Please return every line of the records that contains the word "hand".
──────── DATA TO EXAMINE
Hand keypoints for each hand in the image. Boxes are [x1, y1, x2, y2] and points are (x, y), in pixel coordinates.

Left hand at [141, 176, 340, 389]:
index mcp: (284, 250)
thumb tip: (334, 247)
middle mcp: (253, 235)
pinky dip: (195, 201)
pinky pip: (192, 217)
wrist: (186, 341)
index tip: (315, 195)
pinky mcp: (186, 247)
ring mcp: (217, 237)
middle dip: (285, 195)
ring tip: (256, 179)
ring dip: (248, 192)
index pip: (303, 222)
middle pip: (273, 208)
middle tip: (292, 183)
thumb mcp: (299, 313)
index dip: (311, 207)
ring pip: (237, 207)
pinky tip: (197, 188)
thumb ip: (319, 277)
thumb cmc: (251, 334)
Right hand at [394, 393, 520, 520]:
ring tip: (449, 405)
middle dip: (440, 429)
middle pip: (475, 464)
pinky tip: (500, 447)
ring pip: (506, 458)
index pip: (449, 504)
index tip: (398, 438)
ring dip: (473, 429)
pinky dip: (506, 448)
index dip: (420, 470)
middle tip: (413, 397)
────────────────
──────── DATA TO EXAMINE
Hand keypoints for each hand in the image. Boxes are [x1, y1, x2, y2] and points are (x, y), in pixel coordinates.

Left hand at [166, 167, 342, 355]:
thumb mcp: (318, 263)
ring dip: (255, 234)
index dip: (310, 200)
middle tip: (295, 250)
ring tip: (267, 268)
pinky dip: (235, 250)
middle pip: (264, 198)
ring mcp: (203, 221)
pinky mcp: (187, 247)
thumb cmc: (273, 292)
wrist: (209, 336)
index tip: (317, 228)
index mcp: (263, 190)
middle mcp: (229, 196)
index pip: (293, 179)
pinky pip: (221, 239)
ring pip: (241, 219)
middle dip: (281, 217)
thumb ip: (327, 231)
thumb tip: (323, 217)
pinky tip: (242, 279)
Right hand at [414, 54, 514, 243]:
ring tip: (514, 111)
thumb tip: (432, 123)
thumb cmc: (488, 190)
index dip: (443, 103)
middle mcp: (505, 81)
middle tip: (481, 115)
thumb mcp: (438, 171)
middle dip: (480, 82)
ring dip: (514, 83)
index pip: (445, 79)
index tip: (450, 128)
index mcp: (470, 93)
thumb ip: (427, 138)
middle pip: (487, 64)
────────────────
◆ **RESPONSE BOX**
Hand keypoints for each hand in the image. Boxes are [x1, y1, x2, y2] and points are (x, y), in pixel coordinates.
Left hand at [141, 176, 340, 389]:
Right hand at [394, 393, 520, 520]:
Hand keypoints for each hand in the image. Boxes are [x1, y1, x2, y2] and points are (x, y), in pixel coordinates.
Left hand at [166, 167, 342, 355]:
Right hand at [414, 54, 514, 243]:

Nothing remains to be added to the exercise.